Text and Context: Newer shades of khaki in Tamil cinema – The shifting dynamics of the silver screen cop
Watched ‘Vettaiyaadu Vilaiyaadu’ again on the big screen? Here’s how cops in Tamil cinema are finding more dignity in writing while also becoming a mirror to examine the fundamentally broken system they are part of
(Originally published in The Hindu on June 30, 2023)
An uber-cool police officer slams a man’s face on a boiling hot pan. A hero in khaki does not mind using a few bullets on some goons to get to the climax. If it’s the hero that a team of policemen are chasing, they neither have plot armour nor human rights.
These may seem like routine scenes in Indian masala cinema, but if such norms of the genre no longer please you, if you are beginning to notice how normalised police brutality is and how insipidly cops are written when they are not the leads, there are chances it has a lot to do with a change in how filmmakers are seeing and digging into the khaki.
As noticeable in Tamil cinema especially, the cop finds more dignity on one hand while also becoming a mirror to examine the fundamentally broken system they are a part of.
An easy launchpad for younger actors, the Tamil cinema police has predominantly been a do-gooder hero battling terrorists/local mafia, taking revenge after a personal tragedy, or occasionally becoming a detective and breaking a sweat with a serial killer on the loose/ unorganised crime.

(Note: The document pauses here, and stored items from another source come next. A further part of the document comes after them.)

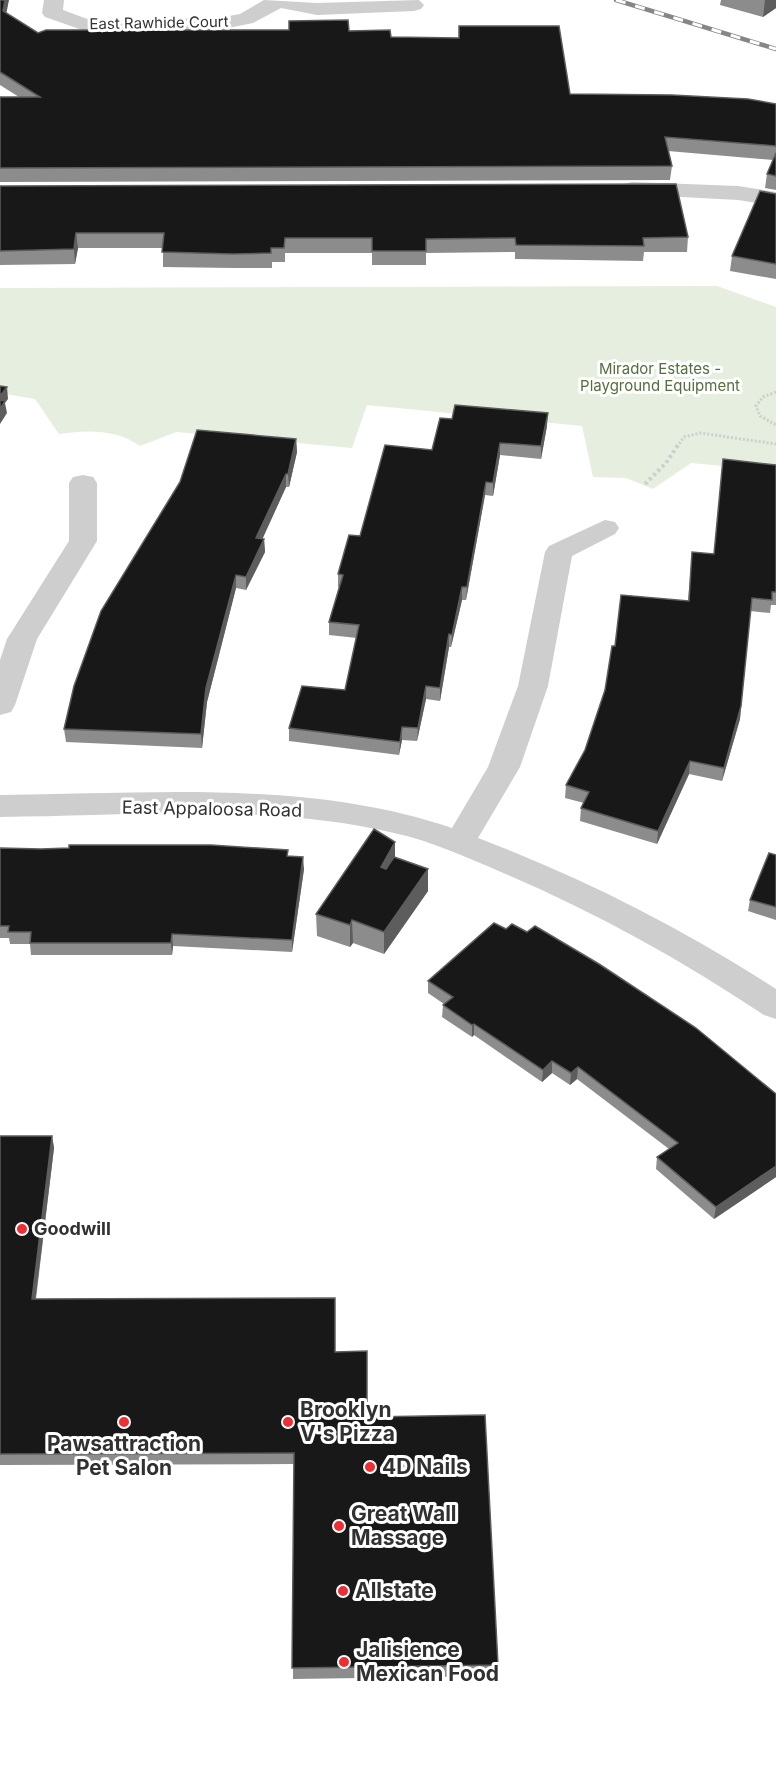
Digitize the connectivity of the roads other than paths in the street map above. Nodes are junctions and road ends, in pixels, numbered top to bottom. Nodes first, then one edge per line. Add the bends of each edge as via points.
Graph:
1 (54, 0) edge
2 (275, 1) edge
3 (414, 6) dead end
4 (611, 189) edge
5 (776, 199) edge
6 (83, 483) dead end
7 (605, 528) dead end
8 (0, 705) edge
9 (0, 806) edge
10 (459, 843) junction
11 (776, 1006) edge

1 - 2 street, East Rawhide Court via 52,13 88,26 218,24 246,19
2 - 3 street, East Rawhide Court via 317,9
4 - 5 street via 738,193
6 - 8 street via 83,541 22,639
7 - 10 street via 559,552 533,686 504,767
9 - 10 street, East Appaloosa Road via 267,806 381,819
10 - 11 street, East Appaloosa Road via 556,882 648,928

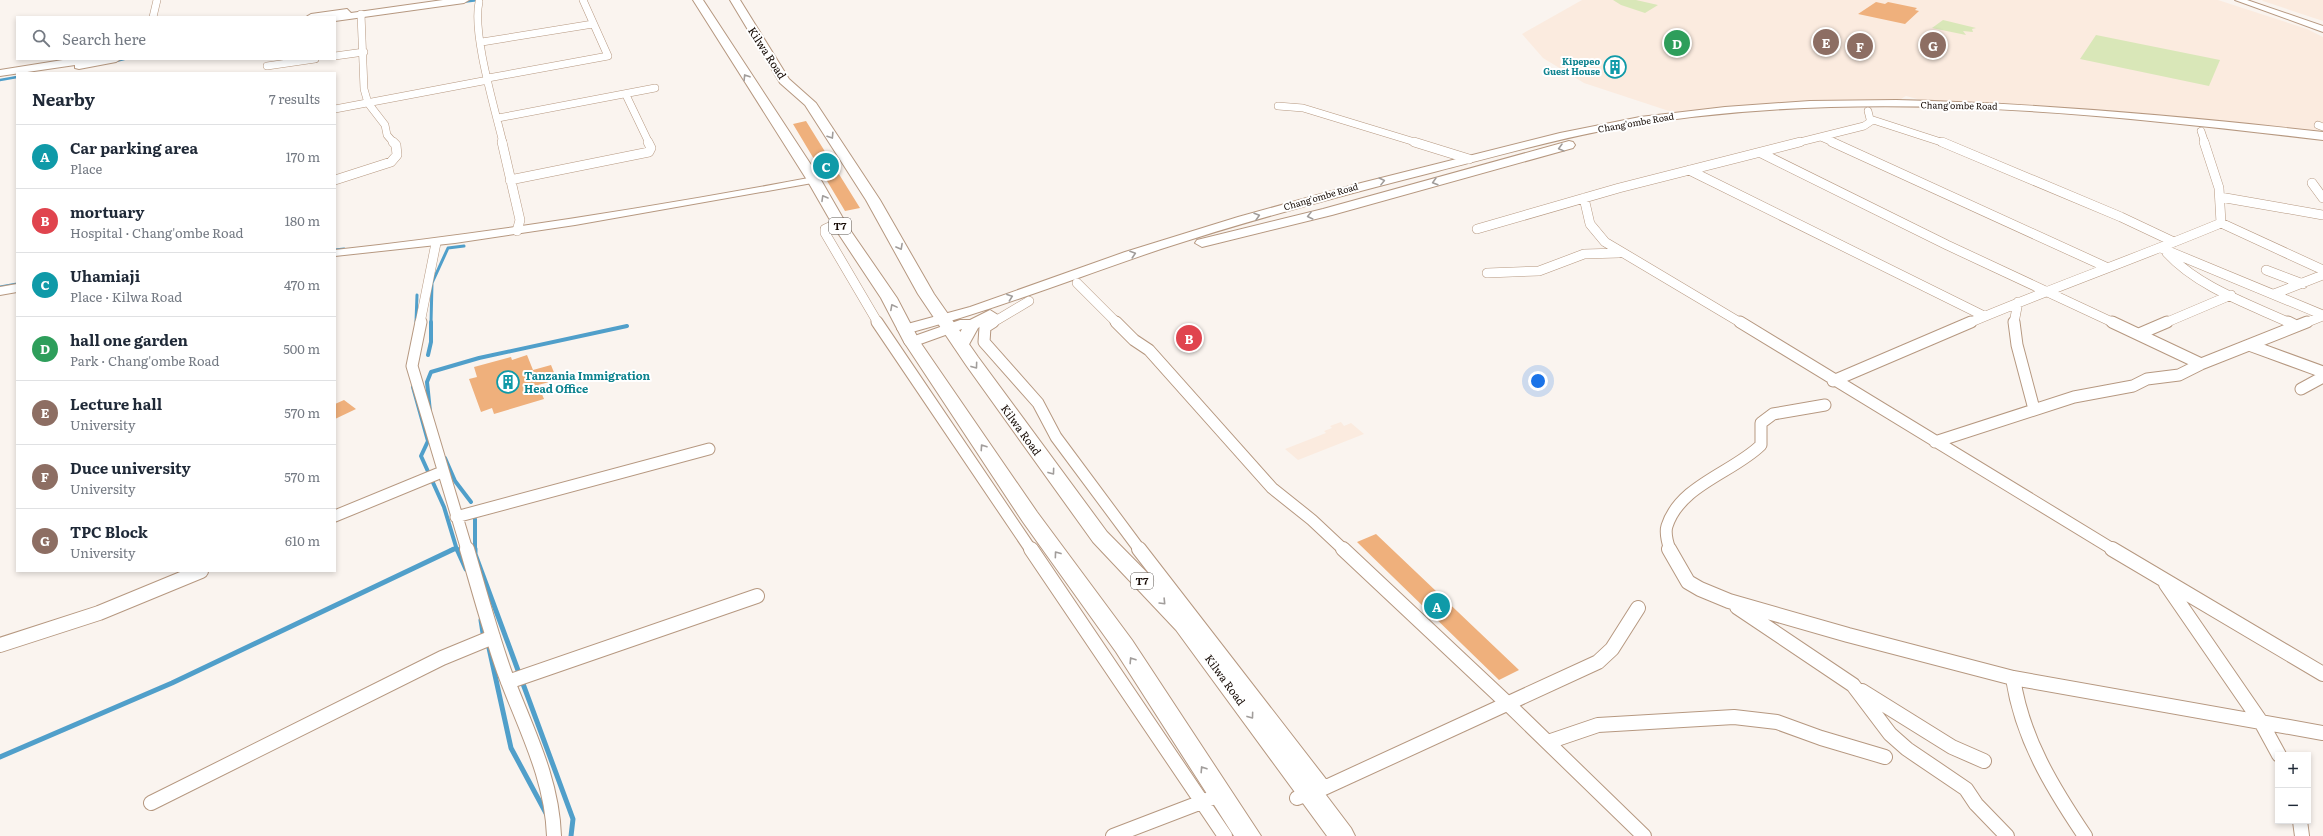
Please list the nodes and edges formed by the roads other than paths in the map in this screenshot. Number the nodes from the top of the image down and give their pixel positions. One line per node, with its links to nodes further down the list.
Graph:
1 (157, 0): 12 (street)
2 (427, 0): 13 (main road)
3 (464, 0): 11 (main road)
4 (583, 0): 15 (street)
5 (698, 0): 35 (highway, T7, one-way to 5)
6 (712, 0): 35 (highway, Kilwa Road / T7)
7 (735, 0): 32 (highway, Kilwa Road / T7)
8 (745, 0): 32 (highway, T7)
9 (2240, 0): 16 (street)
10 (479, 2): 17 (street)
11 (360, 14): 14 (main road); 18 (street)
12 (153, 16)
13 (318, 16)
14 (336, 18)
15 (594, 24): 17 (street); 28 (street)
16 (2323, 29)
17 (482, 42): 28 (street)
18 (364, 52): 19 (street); 31 (street)
19 (336, 56)
20 (84, 60): 25 (main road)
21 (110, 60): 24 (main road)
22 (307, 60): 23 (street)
23 (267, 66)
24 (43, 72)
25 (0, 73)
26 (16, 76): 27 (main road)
27 (0, 78)
28 (488, 79): 31 (street); 37 (street)
29 (655, 88): 30 (street)
30 (626, 95): 37 (street); 48 (street)
31 (368, 103): 34 (street); 47 (street)
32 (810, 103): 80 (highway, Kilwa Road / T7, one-way to 80)
33 (1278, 106): 45 (street)
34 (336, 109)
35 (767, 110): 49 (highway, Kilwa Road / T7)
36 (1869, 115): 39 (main road, Chang'ombe Road); 40 (street); 59 (street); 69 (main road, Chang'ombe Road, one-way to 69)
37 (498, 118): 48 (street)
38 (2321, 129): 45 (main road, Chang'ombe Road)
39 (2201, 131): 42 (main road, Chang'ombe Road); 51 (street)
40 (1821, 137): 41 (street); 43 (street)
41 (1802, 142): 43 (street); 44 (street)
42 (2323, 145)
43 (1846, 149): 64 (street)
44 (1761, 153): 46 (street); 73 (street)
45 (1468, 159): 80 (main road, Chang'ombe Road, one-way to 45)
46 (1689, 170): 52 (street); 79 (street)
47 (336, 180)
48 (510, 180): 58 (street)
49 (814, 180): 55 (highway, Kilwa Road / T7, one-way to 49); 58 (street)
50 (2312, 184): 53 (street)
51 (2220, 196): 54 (street); 56 (street)
52 (1584, 198): 57 (street); 63 (street)
53 (2323, 198)
54 (2323, 215)
55 (838, 222): 83 (highway, Kilwa Road / T7, one-way to 55); 116 (street)
56 (2220, 223): 59 (street); 66 (street)
57 (1477, 229)
58 (517, 232): 60 (street)
59 (2174, 242): 61 (street)
60 (436, 243): 62 (street); 94 (street)
61 (2163, 249): 64 (street); 74 (street); 75 (street)
62 (336, 253)
63 (1620, 253): 67 (street); 88 (street)
64 (2106, 267): 73 (street)
65 (2266, 270): 70 (street)
66 (2323, 270)
67 (1487, 273)
68 (2323, 274): 70 (street)
69 (1077, 283): 76 (main road, Chang'ombe Road); 108 (street)
70 (2303, 284): 74 (street)
71 (16, 288): 72 (street)
72 (0, 291)
73 (2044, 291): 77 (street); 82 (street)
74 (2274, 294): 78 (street)
75 (2231, 295): 81 (street); 82 (street)
76 (1029, 301): 80 (main road, Chang'ombe Road); 115 (street)
77 (2018, 302): 79 (street); 91 (street)
78 (2323, 315): 81 (street)
79 (1984, 316): 88 (street)
80 (947, 324): 83 (main road, Chang'ombe Road); 115 (highway, Kilwa Road / T7, one-way to 115)
81 (2296, 326): 84 (street)
82 (2139, 334): 85 (street)
83 (908, 335): 116 (highway, Kilwa Road / T7, one-way to 83)
84 (2249, 344): 85 (street); 86 (street)
85 (2201, 364): 91 (street)
86 (2323, 372)
87 (2323, 377): 89 (street)
88 (1833, 381): 92 (street)
89 (2301, 389)
90 (1825, 405): 100 (street)
91 (2034, 409): 92 (street)
92 (1935, 442): 98 (street)
93 (709, 449): 96 (street)
94 (442, 472): 95 (street); 96 (street)
95 (336, 516)
96 (456, 517): 102 (street)
97 (199, 572): 103 (street)
98 (2164, 580): 104 (street); 109 (street)
99 (757, 596): 106 (street)
100 (1729, 601): 105 (street); 107 (street)
101 (1638, 608): 108 (street)
102 (493, 638): 106 (street); 117 (street)
103 (0, 645)
104 (2323, 674)
105 (2013, 678): 109 (street); 126 (street)
106 (508, 682): 119 (street)
107 (1853, 685): 114 (street); 125 (street)
108 (1507, 703): 111 (street); 115 (street)
109 (2261, 722): 110 (street); 112 (street)
110 (2323, 733)
111 (1548, 742): 113 (street); 124 (street)
112 (2277, 752)
113 (1885, 757)
114 (1984, 761)
115 (1310, 793): 123 (highway, Kilwa Road / T7)
116 (1210, 797): 120 (street); 121 (street); 122 (highway, Kilwa Road / T7)
117 (151, 803)
118 (2300, 824): 127 (street)
119 (554, 836)
120 (1113, 836)
121 (1225, 836)
122 (1248, 836)
123 (1342, 836)
124 (1644, 836)
125 (2007, 836)
126 (2085, 836)
127 (2302, 836)

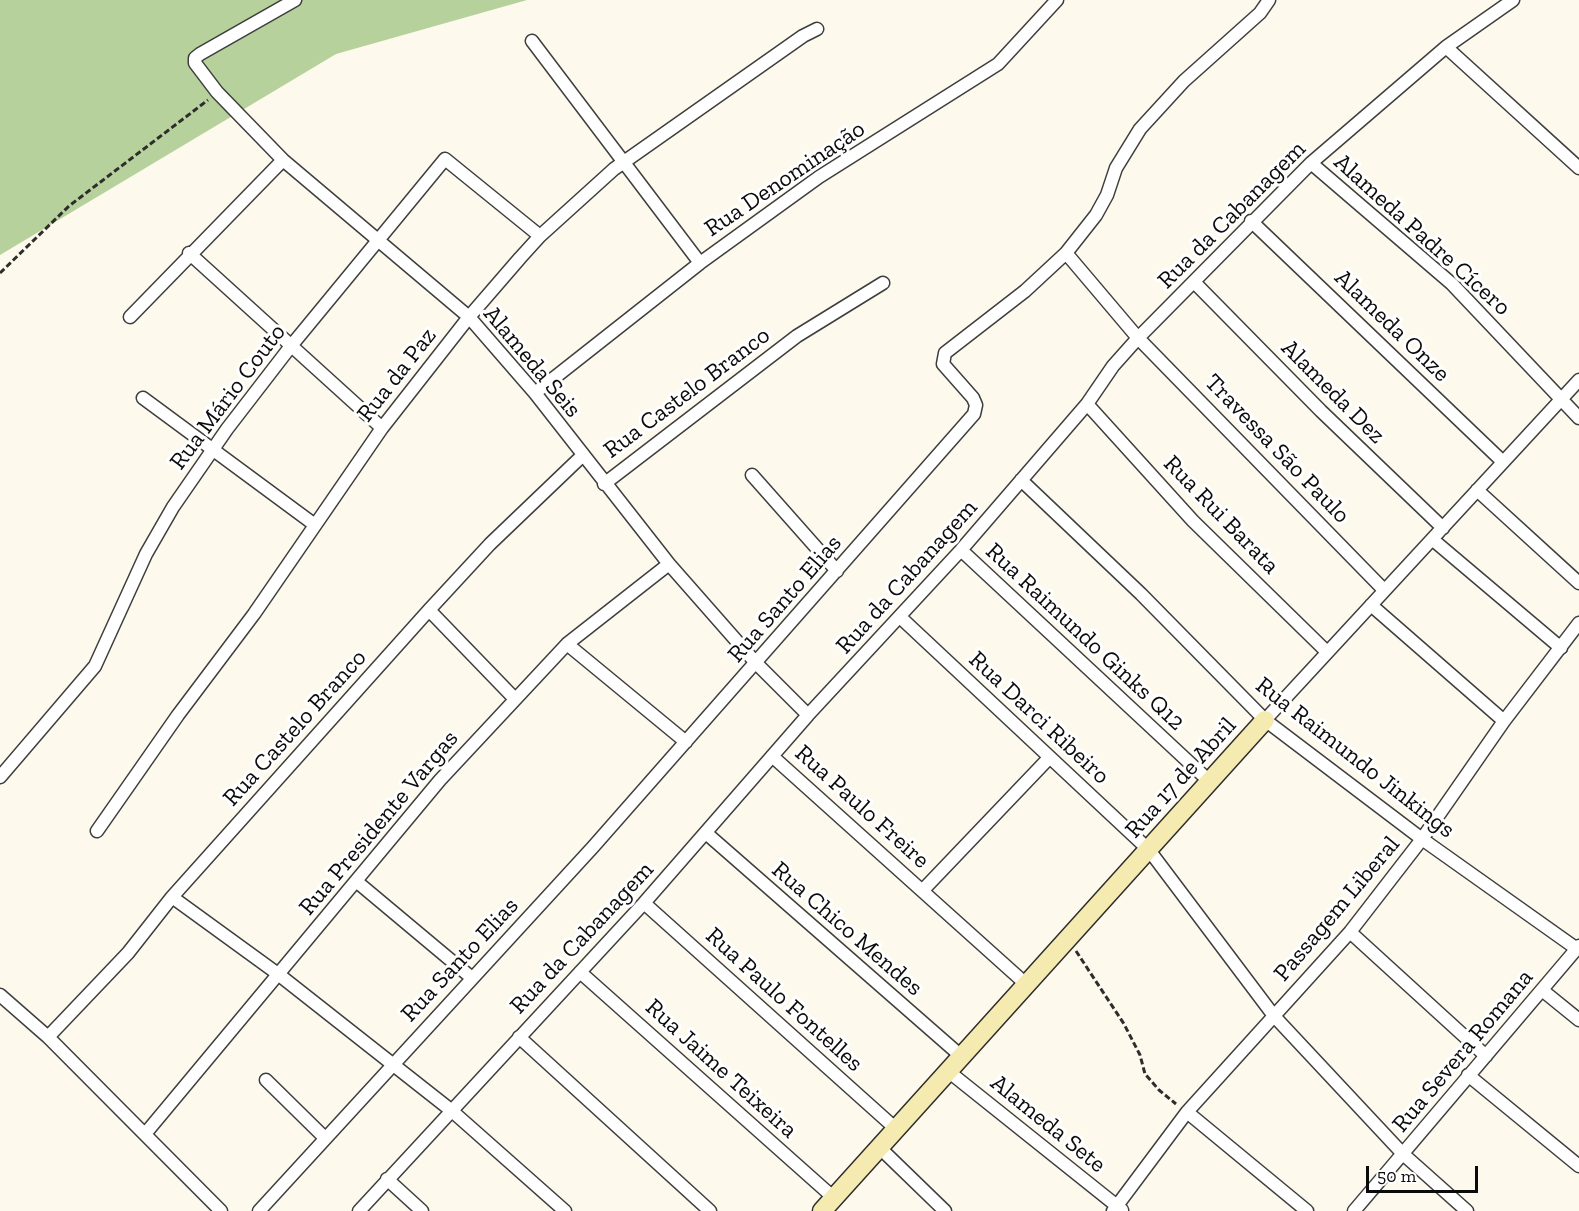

In 2000s, we saw creators subvert the routine. For instance, a star like Ajith Kumar doing an unabashedly negative shade in Mankathaor director Hari’s insistence on setting his cop films in the rural background, or Gautham Menon giving his zeal to the sub-genre through a trilogy (Vettaiyaadu Vilaiyaadu is back on the big screen) where he traces the life of the same police officer but in different stages of his life.
These were all pivotal in leading to how the cop evolved in the 2010s and the 2020s.
Holding a mirror to a broken system
What filmmaker Vetri Maaran said in an interview about writing police characters best elucidates the current zeitgeist. He says he can never write a heroic, unidimensional good cop because the world they thrive in is fundamentally flawed and the system they operate is discriminatory. Without a doubt, Vetri Maaran………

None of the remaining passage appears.